→ Your instructions:
Which lines run from the one containing "20v-9h11M14 6l5 5-5" to the end of the records? Write them out exactly, both ends included, and nothing else.

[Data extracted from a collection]
- - - - - - -
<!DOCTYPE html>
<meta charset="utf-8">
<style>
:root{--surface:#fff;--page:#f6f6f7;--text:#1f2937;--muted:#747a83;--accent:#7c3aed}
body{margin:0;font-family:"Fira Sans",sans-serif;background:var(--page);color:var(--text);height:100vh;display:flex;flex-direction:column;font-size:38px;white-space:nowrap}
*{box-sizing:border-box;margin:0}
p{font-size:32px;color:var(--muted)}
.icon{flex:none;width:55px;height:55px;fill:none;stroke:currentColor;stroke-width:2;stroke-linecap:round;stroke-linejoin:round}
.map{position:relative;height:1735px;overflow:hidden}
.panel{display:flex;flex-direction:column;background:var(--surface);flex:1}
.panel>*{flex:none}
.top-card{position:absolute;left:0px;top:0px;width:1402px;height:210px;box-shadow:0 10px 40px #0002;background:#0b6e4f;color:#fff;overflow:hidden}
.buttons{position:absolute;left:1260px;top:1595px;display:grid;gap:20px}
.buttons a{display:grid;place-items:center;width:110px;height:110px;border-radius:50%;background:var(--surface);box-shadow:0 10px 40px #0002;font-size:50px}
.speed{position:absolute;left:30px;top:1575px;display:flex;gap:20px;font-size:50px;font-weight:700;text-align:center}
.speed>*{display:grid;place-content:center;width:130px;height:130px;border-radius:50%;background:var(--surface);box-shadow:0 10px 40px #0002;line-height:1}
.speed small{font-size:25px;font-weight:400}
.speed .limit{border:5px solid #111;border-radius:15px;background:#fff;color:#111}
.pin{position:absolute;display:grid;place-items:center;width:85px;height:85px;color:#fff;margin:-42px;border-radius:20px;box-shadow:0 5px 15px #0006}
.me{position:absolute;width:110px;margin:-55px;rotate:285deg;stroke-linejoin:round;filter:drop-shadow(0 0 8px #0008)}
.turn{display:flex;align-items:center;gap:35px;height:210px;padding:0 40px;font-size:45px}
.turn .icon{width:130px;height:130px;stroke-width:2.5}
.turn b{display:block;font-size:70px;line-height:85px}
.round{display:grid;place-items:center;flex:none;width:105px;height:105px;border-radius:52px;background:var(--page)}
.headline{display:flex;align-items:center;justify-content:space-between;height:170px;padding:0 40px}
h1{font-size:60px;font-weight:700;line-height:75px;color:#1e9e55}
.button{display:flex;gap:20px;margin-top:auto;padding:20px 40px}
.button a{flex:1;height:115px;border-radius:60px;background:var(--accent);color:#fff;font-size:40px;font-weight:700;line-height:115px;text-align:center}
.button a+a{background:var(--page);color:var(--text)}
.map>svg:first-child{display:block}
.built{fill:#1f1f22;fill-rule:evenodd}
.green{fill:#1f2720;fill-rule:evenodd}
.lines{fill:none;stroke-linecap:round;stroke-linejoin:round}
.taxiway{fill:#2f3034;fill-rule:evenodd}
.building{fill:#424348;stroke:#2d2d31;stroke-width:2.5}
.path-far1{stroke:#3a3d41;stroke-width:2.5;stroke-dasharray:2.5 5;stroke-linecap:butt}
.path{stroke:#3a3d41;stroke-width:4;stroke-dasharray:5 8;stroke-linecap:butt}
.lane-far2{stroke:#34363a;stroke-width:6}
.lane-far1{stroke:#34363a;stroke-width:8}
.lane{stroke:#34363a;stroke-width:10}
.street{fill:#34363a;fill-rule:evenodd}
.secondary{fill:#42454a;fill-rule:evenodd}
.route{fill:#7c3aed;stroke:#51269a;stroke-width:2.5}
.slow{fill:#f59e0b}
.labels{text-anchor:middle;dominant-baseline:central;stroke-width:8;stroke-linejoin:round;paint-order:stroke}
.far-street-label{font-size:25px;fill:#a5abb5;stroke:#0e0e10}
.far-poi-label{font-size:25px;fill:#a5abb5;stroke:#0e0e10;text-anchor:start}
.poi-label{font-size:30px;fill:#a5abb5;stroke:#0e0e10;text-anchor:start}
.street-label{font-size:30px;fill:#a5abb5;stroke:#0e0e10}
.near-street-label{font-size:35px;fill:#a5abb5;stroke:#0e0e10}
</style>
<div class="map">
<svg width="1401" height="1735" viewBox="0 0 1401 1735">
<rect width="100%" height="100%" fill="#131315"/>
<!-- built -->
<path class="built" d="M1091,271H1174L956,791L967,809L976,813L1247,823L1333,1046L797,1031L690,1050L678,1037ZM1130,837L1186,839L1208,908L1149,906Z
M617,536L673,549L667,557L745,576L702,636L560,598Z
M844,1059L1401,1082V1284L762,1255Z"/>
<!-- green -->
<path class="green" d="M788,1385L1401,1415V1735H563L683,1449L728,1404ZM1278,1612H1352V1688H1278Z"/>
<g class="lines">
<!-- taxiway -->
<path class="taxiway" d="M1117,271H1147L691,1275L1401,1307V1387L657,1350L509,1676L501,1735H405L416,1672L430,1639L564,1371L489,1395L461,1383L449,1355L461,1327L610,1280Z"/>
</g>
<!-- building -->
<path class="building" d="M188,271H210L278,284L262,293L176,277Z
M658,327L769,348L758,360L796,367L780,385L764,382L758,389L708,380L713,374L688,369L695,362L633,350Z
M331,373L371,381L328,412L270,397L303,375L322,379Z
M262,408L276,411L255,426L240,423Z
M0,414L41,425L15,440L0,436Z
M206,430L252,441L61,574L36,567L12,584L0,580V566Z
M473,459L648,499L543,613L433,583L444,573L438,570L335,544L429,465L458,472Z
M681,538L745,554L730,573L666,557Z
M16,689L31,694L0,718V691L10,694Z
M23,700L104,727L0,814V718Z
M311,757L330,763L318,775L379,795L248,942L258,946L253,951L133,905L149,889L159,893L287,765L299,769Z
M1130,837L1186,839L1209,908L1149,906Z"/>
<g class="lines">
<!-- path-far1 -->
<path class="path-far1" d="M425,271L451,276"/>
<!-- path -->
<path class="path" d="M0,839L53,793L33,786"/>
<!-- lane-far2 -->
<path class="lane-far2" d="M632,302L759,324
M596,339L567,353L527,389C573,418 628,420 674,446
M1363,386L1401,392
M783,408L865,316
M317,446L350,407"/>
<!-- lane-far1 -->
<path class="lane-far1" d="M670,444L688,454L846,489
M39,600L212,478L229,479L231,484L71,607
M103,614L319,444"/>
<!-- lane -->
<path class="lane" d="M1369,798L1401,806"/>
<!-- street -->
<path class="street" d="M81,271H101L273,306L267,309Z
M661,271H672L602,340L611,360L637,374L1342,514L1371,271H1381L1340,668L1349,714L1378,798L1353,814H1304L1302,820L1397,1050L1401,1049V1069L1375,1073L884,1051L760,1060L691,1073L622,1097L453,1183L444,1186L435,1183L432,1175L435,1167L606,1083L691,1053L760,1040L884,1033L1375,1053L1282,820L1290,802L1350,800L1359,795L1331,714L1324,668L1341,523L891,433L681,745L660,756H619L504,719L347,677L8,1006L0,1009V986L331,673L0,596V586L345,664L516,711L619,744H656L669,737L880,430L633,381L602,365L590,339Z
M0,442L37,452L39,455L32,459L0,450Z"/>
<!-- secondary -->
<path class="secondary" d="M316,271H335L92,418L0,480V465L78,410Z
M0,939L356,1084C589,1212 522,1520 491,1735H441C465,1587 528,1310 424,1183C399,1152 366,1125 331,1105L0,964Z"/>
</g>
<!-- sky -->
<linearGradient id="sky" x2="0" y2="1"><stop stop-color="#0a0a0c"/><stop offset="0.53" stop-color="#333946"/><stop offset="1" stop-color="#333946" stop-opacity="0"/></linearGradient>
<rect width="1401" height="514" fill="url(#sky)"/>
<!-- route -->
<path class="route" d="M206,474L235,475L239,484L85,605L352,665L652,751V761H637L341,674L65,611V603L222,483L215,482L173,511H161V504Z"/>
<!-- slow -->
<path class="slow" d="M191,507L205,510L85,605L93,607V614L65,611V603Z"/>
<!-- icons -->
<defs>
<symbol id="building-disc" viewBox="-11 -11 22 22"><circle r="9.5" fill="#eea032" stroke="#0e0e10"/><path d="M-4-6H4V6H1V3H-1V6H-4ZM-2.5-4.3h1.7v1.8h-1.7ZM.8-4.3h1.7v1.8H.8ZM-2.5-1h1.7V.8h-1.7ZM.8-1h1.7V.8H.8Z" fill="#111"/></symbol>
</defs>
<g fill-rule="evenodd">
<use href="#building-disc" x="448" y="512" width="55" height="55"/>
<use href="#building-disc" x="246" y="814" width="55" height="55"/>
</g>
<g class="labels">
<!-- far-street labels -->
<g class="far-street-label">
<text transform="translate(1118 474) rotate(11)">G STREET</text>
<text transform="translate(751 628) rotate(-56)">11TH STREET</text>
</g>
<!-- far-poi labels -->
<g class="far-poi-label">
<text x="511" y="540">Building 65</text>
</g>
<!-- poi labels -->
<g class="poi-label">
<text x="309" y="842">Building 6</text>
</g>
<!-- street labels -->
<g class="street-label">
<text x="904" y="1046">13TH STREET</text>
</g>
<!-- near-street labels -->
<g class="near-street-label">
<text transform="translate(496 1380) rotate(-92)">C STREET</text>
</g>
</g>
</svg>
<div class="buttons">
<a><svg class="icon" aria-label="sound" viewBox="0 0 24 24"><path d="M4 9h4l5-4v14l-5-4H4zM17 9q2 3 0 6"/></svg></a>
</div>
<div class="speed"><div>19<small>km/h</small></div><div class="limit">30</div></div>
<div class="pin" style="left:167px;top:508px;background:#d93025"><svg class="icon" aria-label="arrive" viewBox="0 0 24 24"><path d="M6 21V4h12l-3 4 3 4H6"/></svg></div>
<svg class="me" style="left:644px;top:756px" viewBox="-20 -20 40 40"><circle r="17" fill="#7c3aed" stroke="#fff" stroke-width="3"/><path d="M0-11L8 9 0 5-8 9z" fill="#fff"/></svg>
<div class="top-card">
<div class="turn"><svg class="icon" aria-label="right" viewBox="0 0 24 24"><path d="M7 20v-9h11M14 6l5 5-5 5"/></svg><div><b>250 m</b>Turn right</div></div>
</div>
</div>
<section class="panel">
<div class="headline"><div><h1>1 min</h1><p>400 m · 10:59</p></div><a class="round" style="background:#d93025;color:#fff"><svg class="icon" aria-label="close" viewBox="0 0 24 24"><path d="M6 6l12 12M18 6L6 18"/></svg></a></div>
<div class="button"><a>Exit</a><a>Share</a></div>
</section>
- - - - - - -
→ Response to the task:
<div class="turn"><svg class="icon" aria-label="right" viewBox="0 0 24 24"><path d="M7 20v-9h11M14 6l5 5-5 5"/></svg><div><b>250 m</b>Turn right</div></div>
</div>
</div>
<section class="panel">
<div class="headline"><div><h1>1 min</h1><p>400 m · 10:59</p></div><a class="round" style="background:#d93025;color:#fff"><svg class="icon" aria-label="close" viewBox="0 0 24 24"><path d="M6 6l12 12M18 6L6 18"/></svg></a></div>
<div class="button"><a>Exit</a><a>Share</a></div>
</section>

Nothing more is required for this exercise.